Dekolonisatieonderzoek 1945-1950
Uit mijn tijd op de KMA (Koninklijke Militaire Academie) zijn twee lessen mij altijd
bijgebleven. Ten eerste, een militair mag, maar moet ook in opdracht geweld gebruiken. De
militair heeft hier als enige overheidsdienaar geen vrije keuze. Ten tweede, de toepassing
van geweld moet vallen binnen de regels van de geldende wet of zoals wij dat tegenwoordig
noemen, de ‘rules of engagement’. Elke militair, van soldaat tot generaal, heeft hier een
eigen verantwoordelijkheid. Je wordt gevormd om deze verantwoording af te leggen.
Militairen willen, maar moeten dus ook verantwoording afleggen voor het door hen
toegepaste geweld. Wanneer je het recht en de plicht hebt om te kunnen beschikken over
het leven van anderen, dan is dat ook niet meer dan terecht.

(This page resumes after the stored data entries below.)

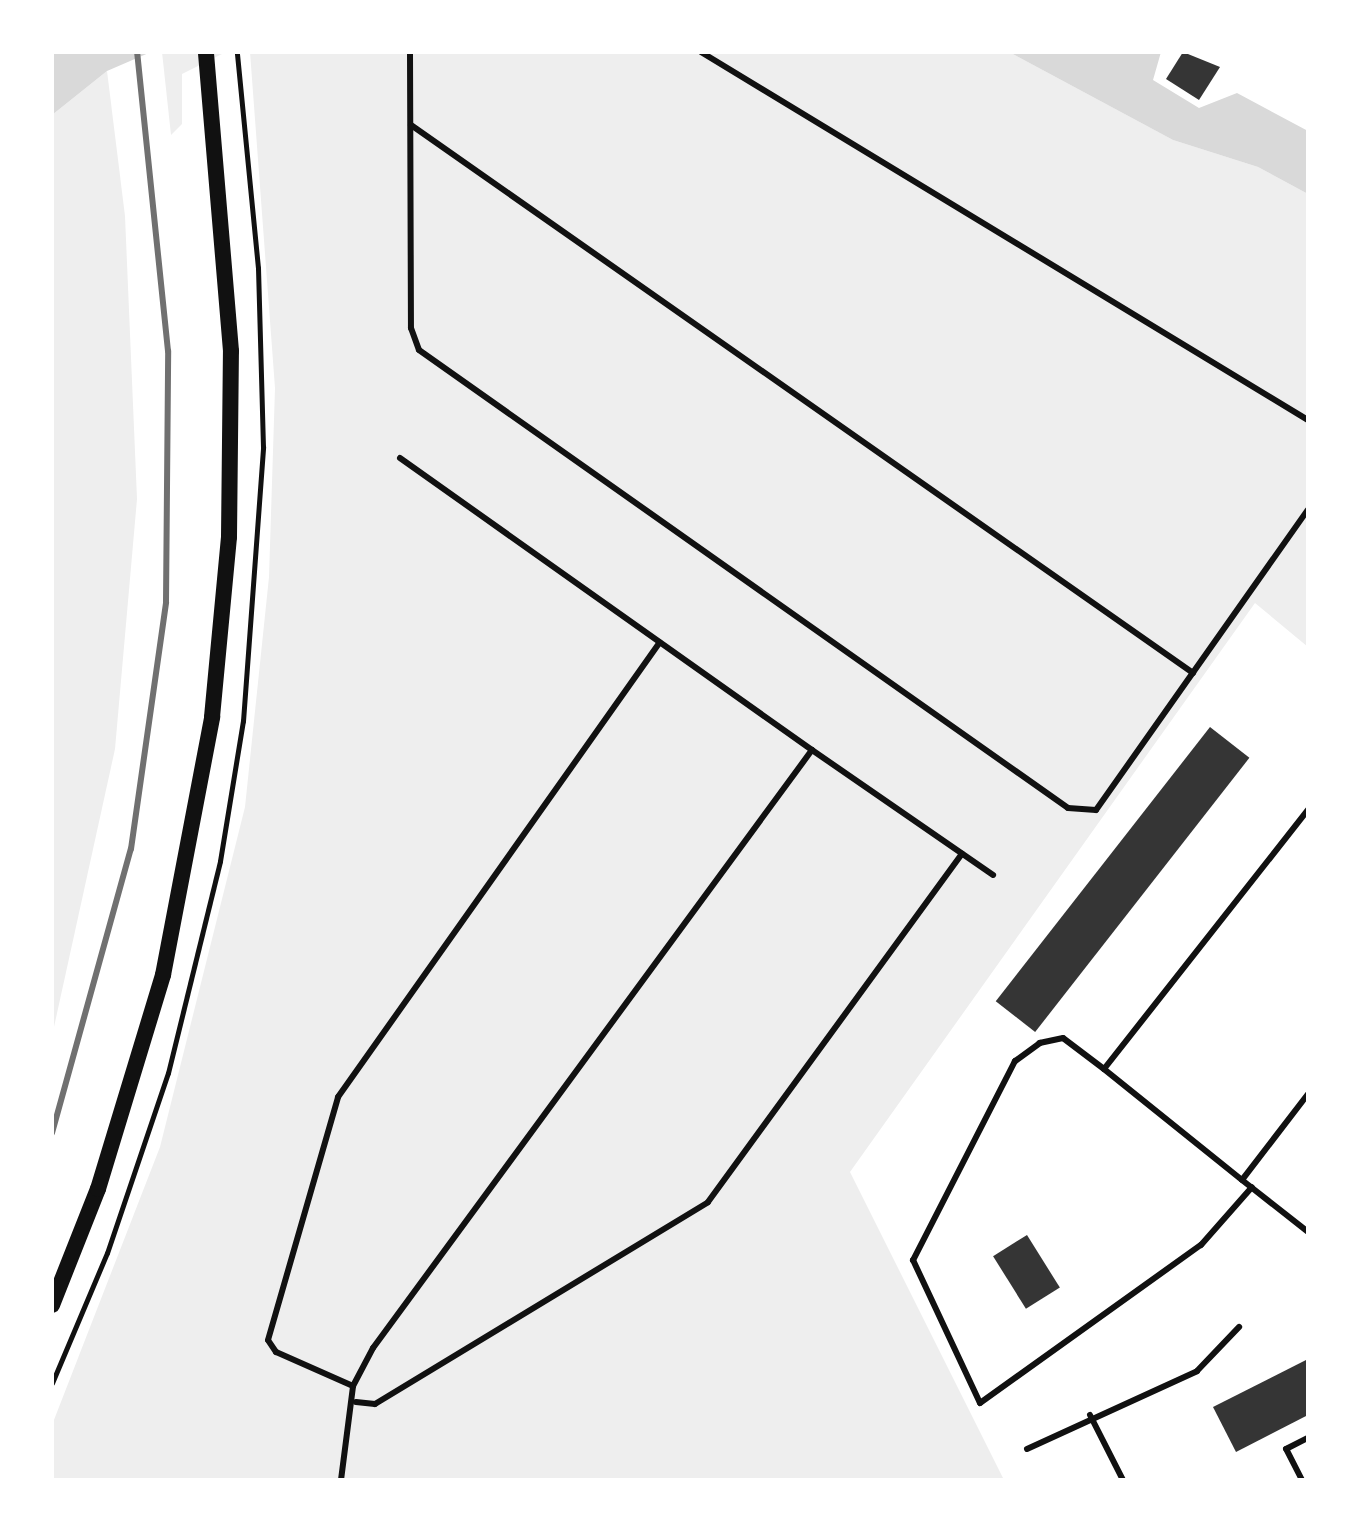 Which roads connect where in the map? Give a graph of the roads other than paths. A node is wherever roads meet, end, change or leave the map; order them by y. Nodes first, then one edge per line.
1 (410, 52) edge
2 (701, 52) edge
3 (206, 58) edge
4 (411, 125) junction
5 (1308, 420) edge
6 (400, 458) dead end
7 (1308, 510) edge
8 (660, 642) junction
9 (1193, 673) junction
10 (812, 750) junction
11 (1308, 810) edge
12 (962, 854) junction
13 (993, 875) dead end
14 (1104, 1069) junction
15 (1308, 1094) edge
16 (1242, 1180) junction
17 (1252, 1187) junction
18 (1308, 1232) edge
19 (52, 1305) edge
20 (1239, 1327) dead end
21 (353, 1386) junction
22 (356, 1402) junction
23 (1090, 1415) junction
24 (1308, 1438) edge
25 (1027, 1449) dead end
26 (341, 1480) edge
27 (1123, 1480) edge
28 (1302, 1480) edge

1 - 4 lane
2 - 5 lane
3 - 19 main road
4 - 9 lane
4 - 9 lane
6 - 8 lane
7 - 9 lane
8 - 10 lane
8 - 21 lane
10 - 12 lane
10 - 21 lane
11 - 14 lane
12 - 13 lane
12 - 22 lane
14 - 16 lane
14 - 17 lane
15 - 16 lane
16 - 17 lane
17 - 18 lane
20 - 23 lane
21 - 22 lane
22 - 26 lane
23 - 25 lane
23 - 27 lane
24 - 28 lane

Dat maakt wel dat het spiegelen van het optreden van de militair buitengewoon zorgvuldig
moet gebeuren!

Op 17 februari 2022 worden de resultaten van het dekolonisatieonderzoek (officiële naam:
Onafhankelijkheid, dekolonisatie, geweld en oorlog in Indonesië, 1945 – 1950)

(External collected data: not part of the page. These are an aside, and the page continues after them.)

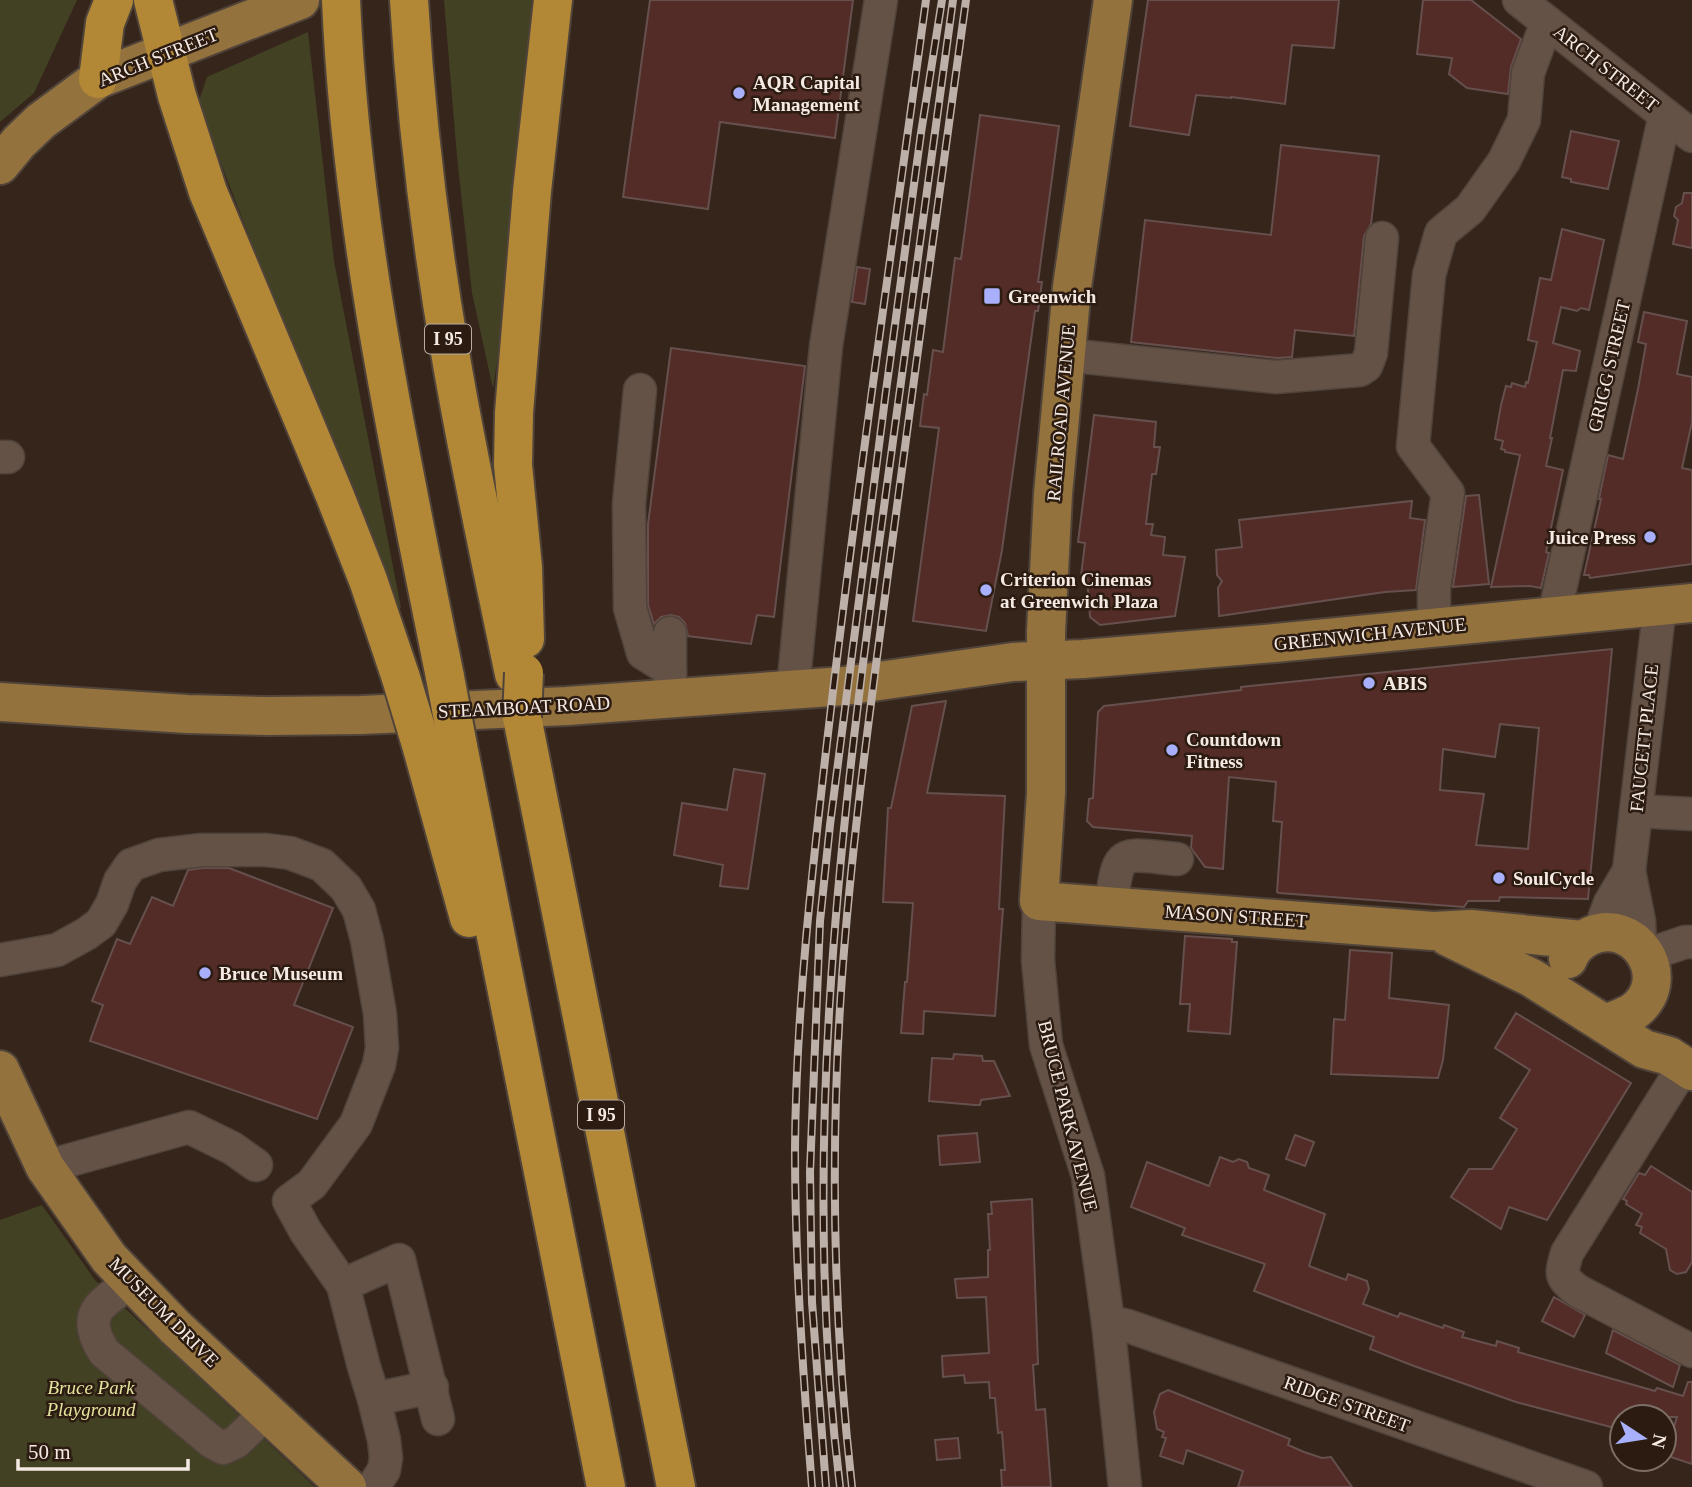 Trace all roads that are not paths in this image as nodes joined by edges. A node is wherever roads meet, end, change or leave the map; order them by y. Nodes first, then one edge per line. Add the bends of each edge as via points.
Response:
1 (114, 0) edge
2 (153, 0) edge
3 (300, 0) edge
4 (409, 0) edge
5 (553, 0) edge
6 (1113, 0) edge
7 (1519, 0) edge
8 (881, 1) edge
9 (341, 11) edge
10 (1547, 22) junction
11 (168, 53) junction
12 (845, 63) dead end
13 (98, 79) junction
14 (1665, 115) junction
15 (1692, 136) edge
16 (0, 165) edge
17 (1382, 238) dead end
18 (1066, 355) junction
19 (640, 390) dead end
20 (793, 459) dead end
21 (808, 530) junction
22 (782, 551) dead end
23 (1676, 604) edge
24 (1554, 616) junction
25 (799, 621) junction
26 (1434, 628) junction
27 (670, 633) dead end
28 (1047, 660) junction
29 (519, 673) junction
30 (670, 685) junction
31 (793, 690) junction
32 (0, 702) edge
33 (440, 747) junction
34 (1636, 811) junction
35 (1692, 814) edge
36 (1177, 859) dead end
37 (1629, 871) junction
38 (1039, 901) junction
39 (1111, 906) junction
40 (1433, 930) junction
41 (1590, 936) junction
42 (1692, 942) edge
43 (0, 960) edge
44 (1645, 963) junction
45 (1563, 998) junction
46 (1605, 1024) junction
47 (1682, 1064) edge
48 (0, 1070) edge
49 (256, 1165) dead end
50 (46, 1167) junction
51 (131, 1283) junction
52 (342, 1285) junction
53 (1108, 1322) junction
54 (1692, 1351) edge
55 (432, 1387) junction
56 (374, 1399) junction
57 (266, 1413) junction
58 (438, 1419) dead end
59 (347, 1487) edge
60 (373, 1487) edge
61 (606, 1487) edge
62 (676, 1487) edge
63 (1125, 1487) edge
64 (1586, 1487) edge

1 - 13 highway via 105,23
2 - 11 highway
3 - 11 main road, ARCH STREET
4 - 29 highway, I 95 via 417,110 438,274 466,438
5 - 29 highway via 514,414 513,465 525,620
6 - 18 main road, RAILROAD AVENUE
7 - 10 street, ARCH STREET
8 - 12 street via 862,13 855,59
8 - 21 street via 826,346
9 - 33 highway, bridge via 369,281 445,677
10 - 14 street, ARCH STREET
10 - 26 street via 1528,73 1524,120 1504,161 1470,209 1441,233 1429,275 1413,446 1448,493 1434,588
11 - 13 main road, ARCH STREET
11 - 33 highway, bridge via 208,192 340,507 401,678
13 - 16 main road, ARCH STREET via 41,121
14 - 15 street, ARCH STREET
14 - 24 street, GRIGG STREET
17 - 18 street via 1371,352 1360,370 1276,377
18 - 28 main road, RAILROAD AVENUE via 1048,562
19 - 30 street via 629,504 631,608 643,653
20 - 21 street via 801,460 792,515
21 - 25 street
22 - 25 street via 786,553 780,613
23 - 24 main road, GREENWICH AVENUE
23 - 34 street, FAUCETT PLACE
24 - 26 main road, GREENWICH AVENUE
25 - 31 street
26 - 28 main road, GREENWICH AVENUE
27 - 30 street
28 - 31 main road, STEAMBOAT ROAD
28 - 38 main road, BRUCE PARK AVENUE
29 - 62 highway, I 95, bridge via 525,730
30 - 31 main road, STEAMBOAT ROAD
30 - 32 main road, STEAMBOAT ROAD via 374,714 187,714
33 - 61 highway via 560,1257
34 - 35 street
34 - 37 street, FAUCETT PLACE
36 - 39 street via 1121,859
37 - 41 street, FAUCETT PLACE
37 - 44 street, FAUCETT PLACE
38 - 39 main road, MASON STREET
38 - 53 street, BRUCE PARK AVENUE via 1038,960 1046,1045 1088,1176
39 - 40 main road, MASON STREET
40 - 41 main road, MASON STREET
40 - 45 main road, MASON STREET via 1506,964
41 - 44 main road, MASON STREET via 1628,936
41 - 45 main road via 1571,951 1563,972
42 - 44 street
43 - 52 street via 57,950 86,934 101,923 131,866 159,855 266,850 322,865 346,888 359,910 380,1014 382,1048 356,1124 312,1184 289,1201
44 - 46 main road via 1640,1006
44 - 47 main road
45 - 46 main road, MASON STREET
46 - 47 main road, MASON STREET via 1644,1049
47 - 54 street via 1567,1252 1562,1272 1564,1280 1578,1291
48 - 50 main road, MUSEUM DRIVE
49 - 50 street via 189,1127
50 - 51 main road, MUSEUM DRIVE
51 - 57 main road, MUSEUM DRIVE
51 - 57 street via 104,1301 93,1317 94,1336 104,1352 223,1448 236,1442
52 - 55 street via 399,1260
52 - 56 street
53 - 63 street, BRUCE PARK AVENUE
53 - 64 street, RIDGE STREET
55 - 56 street
55 - 58 street
56 - 60 street via 386,1458
57 - 59 main road, MUSEUM DRIVE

gepresenteerd door een drietal onderzoeksinstituten, waaronder ons eigen Nederlands
Instituut voor Militaire Historie (NIMH), een onderdeel van Defensie. De verwachting is dat
de onderzoeksinstituten zich beperken tot de beantwoording van de vraag of de
Nederlandse militairen in Nederlands-Indië al dan niet proportioneel geweld hebben
gebruikt. Anders gezegd: was er sprake van structureel excessief geweld?

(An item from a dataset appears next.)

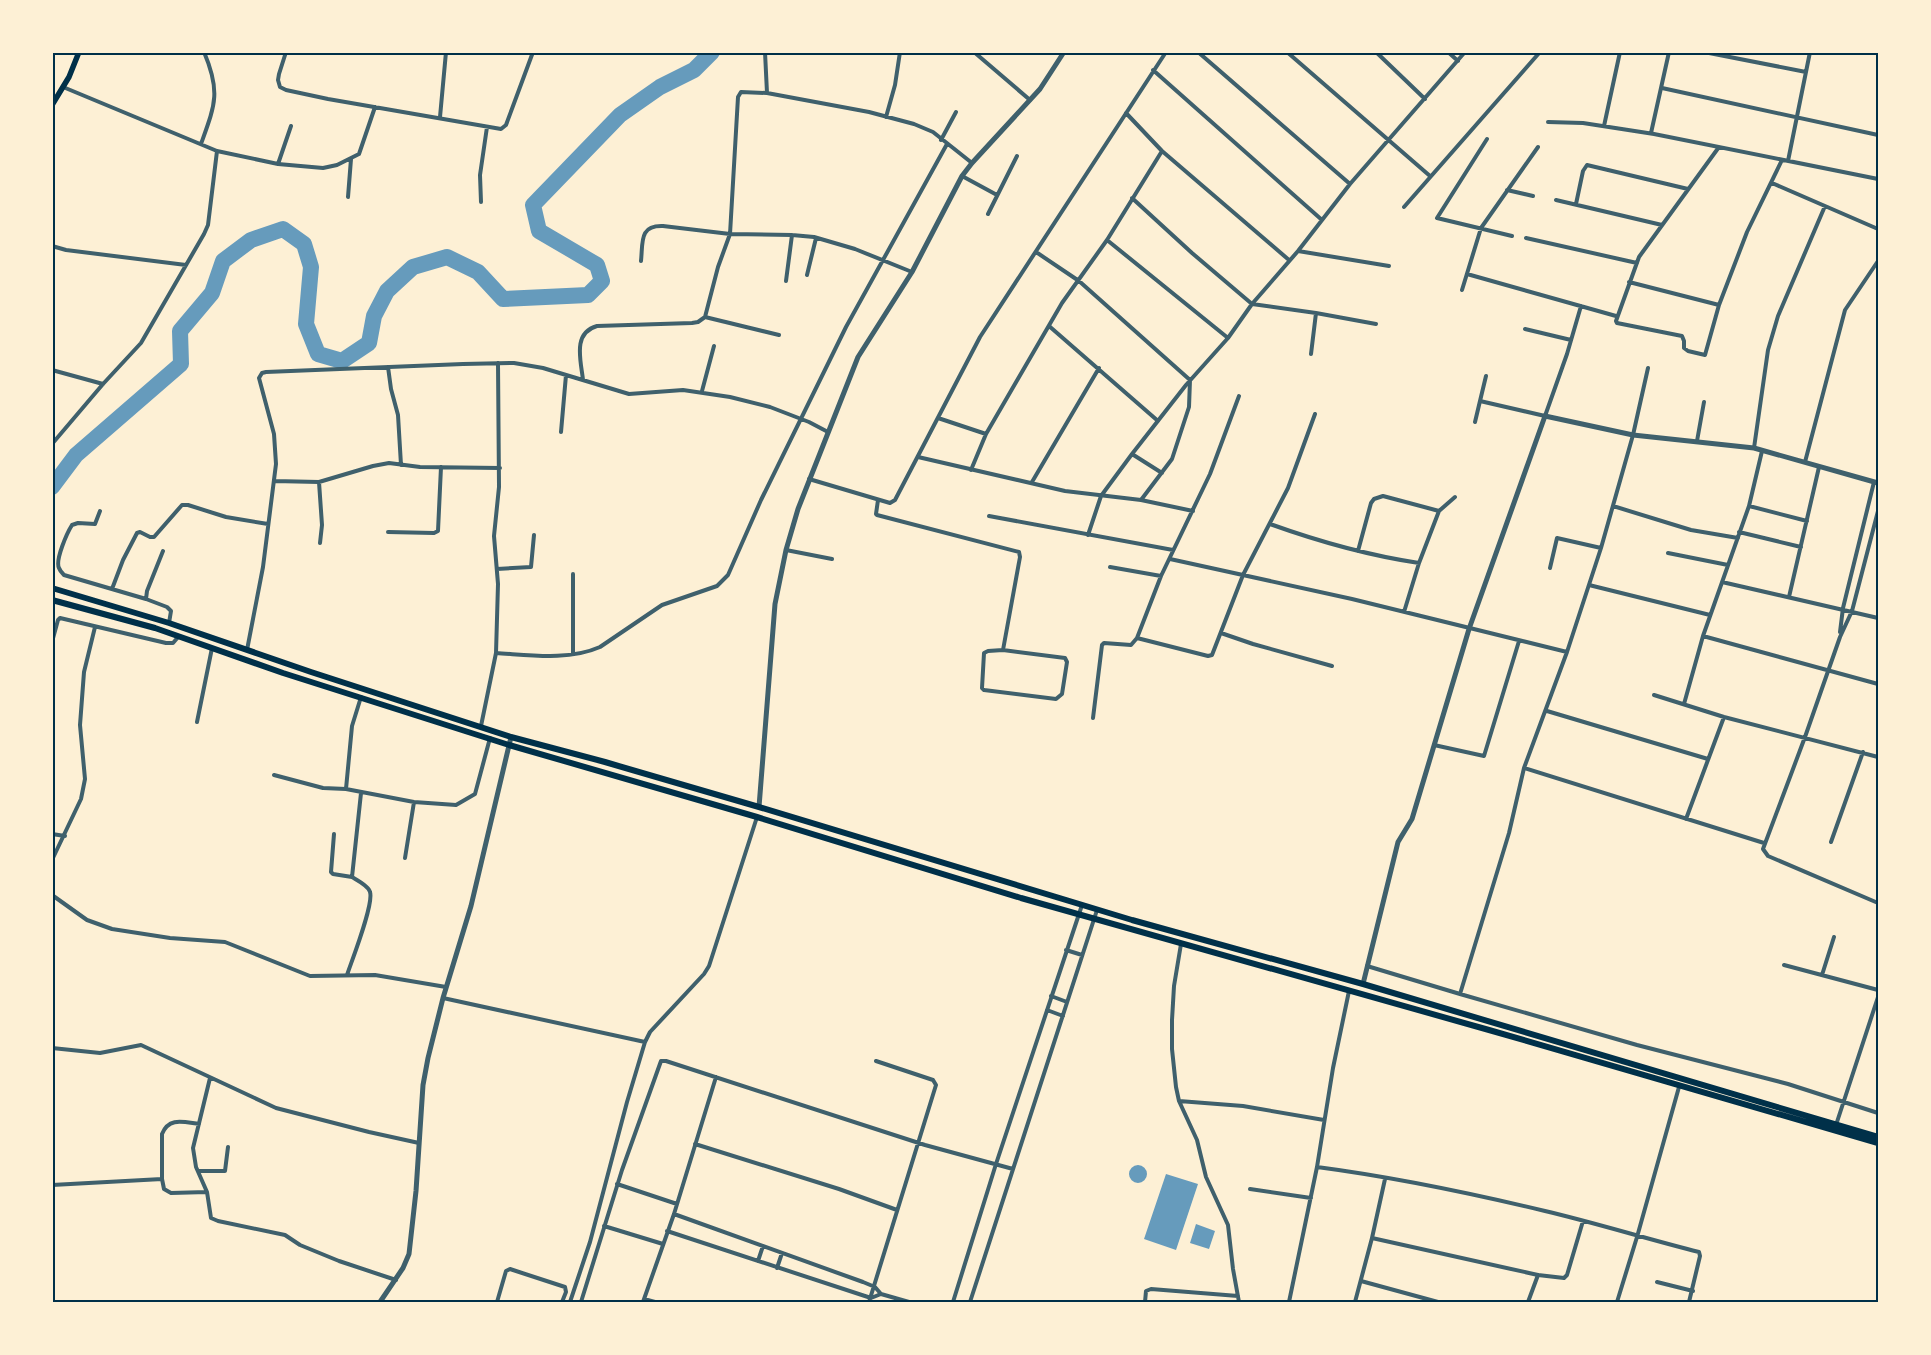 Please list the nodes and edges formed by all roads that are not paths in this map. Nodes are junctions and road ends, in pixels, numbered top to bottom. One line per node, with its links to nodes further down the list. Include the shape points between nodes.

Een zeer beladen vraag, niet alleen naar het verleden toe, maar ook naar hedendaagse en
toekomstige conflicten. Als dit onderzoek niet zorgvuldig wordt uitgevoerd, dan splijt dit
Nederland verder. De lessen die er geleerd zouden moeten worden, zullen niet geleerd
kunnen worden als er twijfel bestaat over de zorgvuldigheid van het onderzoek. De
zorgvuldigheid van de benadering bepaalt ook of militairen en bestuurders verantwoording
kunnen en willen afleggen nu en in de toekomst. En dit raakt dus expliciet zowel het
verleden, het heden als de toekomst.

Voor de drie onderzoeksinstituten – naast het NIMH het Koninklijk Instituut voor Taal-, Land-
en Volkenkunde (KITLV) en het NIOD Instituut voor Oorlogs-, Holocaust en Genocidestudies
– betekent dit dat zij onderstaande grondslagen ondubbelzinnig moeten invullen. Hier mag
geen discussie over komen, anders is het onderzoek bij voorbaat van nul en generlei waarde.
In tegendeel, in plaats dat wij er dan iets van kunnen leren en verantwoording kunnen
nemen, splijt het onze gepolariseerde samenleving nog verder.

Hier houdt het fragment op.